This is incorrect implementation for looking through a binary search tree. By definition the values of the binary search trees are getting smaller the more left you go and larger the more right you go and this method does not utilize this property, making the search more inefficient.
@nickzoum You're quite right! I solved the immediate problem posed and didn't take in that it was an organized tree. I'll even delete once OP changes accept to you.
@Kingamere please change the accepted answer to nick's.
thanks, but you could just edit your answer so that it is correct.
@nickzoum If they don't come back and accept yours I will have to. Till then I've linked to yours.
3

There you go

public boolean containsValue(Node node, Value value){
    int result = node.value.compareTo(value);
    if(result == 0){
        return true;
    }else if(result < 0){
        if(node.left != null){
            return containsValue(node.left, v);
        }
        return false;
    }else{
        if(node.right != null){
            return containsValue(node.right, v);
        }
        return false;
    }
}

This will check how the value of the current node compares to the parameter value.
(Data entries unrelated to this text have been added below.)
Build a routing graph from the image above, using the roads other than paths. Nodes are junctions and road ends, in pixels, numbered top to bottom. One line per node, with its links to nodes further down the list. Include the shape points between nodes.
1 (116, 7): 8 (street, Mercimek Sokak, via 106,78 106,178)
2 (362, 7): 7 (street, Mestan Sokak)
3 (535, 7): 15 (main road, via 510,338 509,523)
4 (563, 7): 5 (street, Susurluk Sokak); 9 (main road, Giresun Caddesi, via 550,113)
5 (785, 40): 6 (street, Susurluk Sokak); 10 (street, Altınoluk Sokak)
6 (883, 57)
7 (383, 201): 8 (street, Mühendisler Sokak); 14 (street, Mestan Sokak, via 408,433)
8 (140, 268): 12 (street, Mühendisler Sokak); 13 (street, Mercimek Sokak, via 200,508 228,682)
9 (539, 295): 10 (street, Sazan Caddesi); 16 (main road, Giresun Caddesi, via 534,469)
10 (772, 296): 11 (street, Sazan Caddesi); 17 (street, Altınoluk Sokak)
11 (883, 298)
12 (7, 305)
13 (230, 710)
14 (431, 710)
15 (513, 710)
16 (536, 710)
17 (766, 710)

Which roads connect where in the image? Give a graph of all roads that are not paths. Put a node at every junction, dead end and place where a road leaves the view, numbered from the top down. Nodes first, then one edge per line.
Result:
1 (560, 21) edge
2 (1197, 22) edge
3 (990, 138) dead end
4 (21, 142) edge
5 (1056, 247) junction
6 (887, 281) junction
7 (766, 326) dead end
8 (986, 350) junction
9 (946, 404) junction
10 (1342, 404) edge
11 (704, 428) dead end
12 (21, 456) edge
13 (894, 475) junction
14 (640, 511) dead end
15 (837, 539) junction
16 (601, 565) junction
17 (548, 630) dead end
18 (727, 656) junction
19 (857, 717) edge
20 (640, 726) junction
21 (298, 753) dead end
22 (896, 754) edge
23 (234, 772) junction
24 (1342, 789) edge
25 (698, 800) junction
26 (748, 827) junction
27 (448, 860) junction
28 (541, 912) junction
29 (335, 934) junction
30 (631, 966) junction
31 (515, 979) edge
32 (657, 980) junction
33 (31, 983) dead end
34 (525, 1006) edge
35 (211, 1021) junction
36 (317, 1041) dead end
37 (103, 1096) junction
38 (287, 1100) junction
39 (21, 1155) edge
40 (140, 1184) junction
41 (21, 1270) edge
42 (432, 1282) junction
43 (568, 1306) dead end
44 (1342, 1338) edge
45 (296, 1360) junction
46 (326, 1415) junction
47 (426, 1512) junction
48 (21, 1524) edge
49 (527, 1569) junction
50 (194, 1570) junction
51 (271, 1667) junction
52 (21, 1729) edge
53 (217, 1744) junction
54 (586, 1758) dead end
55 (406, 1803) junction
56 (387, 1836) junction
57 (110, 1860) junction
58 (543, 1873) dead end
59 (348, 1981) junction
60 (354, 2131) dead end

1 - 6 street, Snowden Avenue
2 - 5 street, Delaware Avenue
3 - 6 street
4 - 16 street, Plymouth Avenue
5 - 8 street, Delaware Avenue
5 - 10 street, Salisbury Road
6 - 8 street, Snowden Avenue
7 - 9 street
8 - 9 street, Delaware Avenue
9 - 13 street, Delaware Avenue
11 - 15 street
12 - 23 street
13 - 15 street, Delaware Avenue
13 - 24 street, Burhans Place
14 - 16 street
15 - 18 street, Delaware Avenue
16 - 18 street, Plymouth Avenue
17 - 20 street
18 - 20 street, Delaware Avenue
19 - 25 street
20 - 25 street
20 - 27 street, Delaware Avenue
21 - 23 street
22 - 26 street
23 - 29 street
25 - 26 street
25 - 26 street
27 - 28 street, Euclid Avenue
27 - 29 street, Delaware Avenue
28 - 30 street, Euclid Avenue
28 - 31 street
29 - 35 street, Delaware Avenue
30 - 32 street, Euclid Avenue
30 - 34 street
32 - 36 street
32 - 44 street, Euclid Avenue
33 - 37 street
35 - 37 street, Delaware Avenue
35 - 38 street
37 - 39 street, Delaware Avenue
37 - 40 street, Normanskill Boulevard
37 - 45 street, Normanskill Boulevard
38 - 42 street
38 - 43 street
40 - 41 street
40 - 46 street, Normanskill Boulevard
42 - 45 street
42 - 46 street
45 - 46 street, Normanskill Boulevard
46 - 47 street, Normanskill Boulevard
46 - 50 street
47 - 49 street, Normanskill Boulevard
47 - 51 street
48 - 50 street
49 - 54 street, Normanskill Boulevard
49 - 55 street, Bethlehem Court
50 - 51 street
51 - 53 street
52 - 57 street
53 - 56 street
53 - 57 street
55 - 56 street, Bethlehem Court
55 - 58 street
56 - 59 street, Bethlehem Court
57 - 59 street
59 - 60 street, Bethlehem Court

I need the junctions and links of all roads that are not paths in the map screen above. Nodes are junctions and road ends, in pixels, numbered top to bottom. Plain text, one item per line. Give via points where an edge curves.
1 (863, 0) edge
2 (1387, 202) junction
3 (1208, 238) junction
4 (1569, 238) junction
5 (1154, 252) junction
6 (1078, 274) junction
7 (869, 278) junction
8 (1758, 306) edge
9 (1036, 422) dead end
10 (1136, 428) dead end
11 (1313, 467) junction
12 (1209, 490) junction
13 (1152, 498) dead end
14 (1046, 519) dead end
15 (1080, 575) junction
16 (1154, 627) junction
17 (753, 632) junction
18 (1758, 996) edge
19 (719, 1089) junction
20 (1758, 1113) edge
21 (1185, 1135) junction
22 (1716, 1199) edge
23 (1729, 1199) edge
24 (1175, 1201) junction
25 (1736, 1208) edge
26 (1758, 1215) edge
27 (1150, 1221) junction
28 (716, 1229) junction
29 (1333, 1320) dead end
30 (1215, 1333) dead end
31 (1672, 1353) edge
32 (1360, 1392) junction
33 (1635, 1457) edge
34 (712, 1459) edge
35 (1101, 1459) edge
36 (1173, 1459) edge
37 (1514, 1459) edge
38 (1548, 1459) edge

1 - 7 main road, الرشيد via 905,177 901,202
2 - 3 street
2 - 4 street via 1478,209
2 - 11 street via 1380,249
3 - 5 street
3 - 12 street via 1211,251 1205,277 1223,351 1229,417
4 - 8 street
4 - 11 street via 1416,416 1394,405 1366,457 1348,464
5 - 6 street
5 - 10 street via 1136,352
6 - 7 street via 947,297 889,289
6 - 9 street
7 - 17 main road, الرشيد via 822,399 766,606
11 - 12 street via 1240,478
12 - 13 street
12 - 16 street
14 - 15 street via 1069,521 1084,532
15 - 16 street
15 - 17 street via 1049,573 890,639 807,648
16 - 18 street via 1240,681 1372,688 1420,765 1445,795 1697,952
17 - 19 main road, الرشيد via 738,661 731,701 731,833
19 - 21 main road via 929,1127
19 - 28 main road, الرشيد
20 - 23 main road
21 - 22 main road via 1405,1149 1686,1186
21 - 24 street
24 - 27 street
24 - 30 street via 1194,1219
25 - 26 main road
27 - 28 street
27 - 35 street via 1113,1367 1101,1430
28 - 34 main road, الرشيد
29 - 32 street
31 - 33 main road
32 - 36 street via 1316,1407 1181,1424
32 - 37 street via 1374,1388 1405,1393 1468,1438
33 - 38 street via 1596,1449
If the parameter value is smaller then return the result for the left child (<0), if they are the same then return true (==0), if the pass by value is larger then return the result of the right child (>0). This will continue until a value is found or the child that needs to be searched is null.

This method fully utilizes the binary search tree since it does not check all the variables and has a an average efficiency of O(log(n)) whereas just looking through all the nodes has an average efficiency of O(n) which is much worst.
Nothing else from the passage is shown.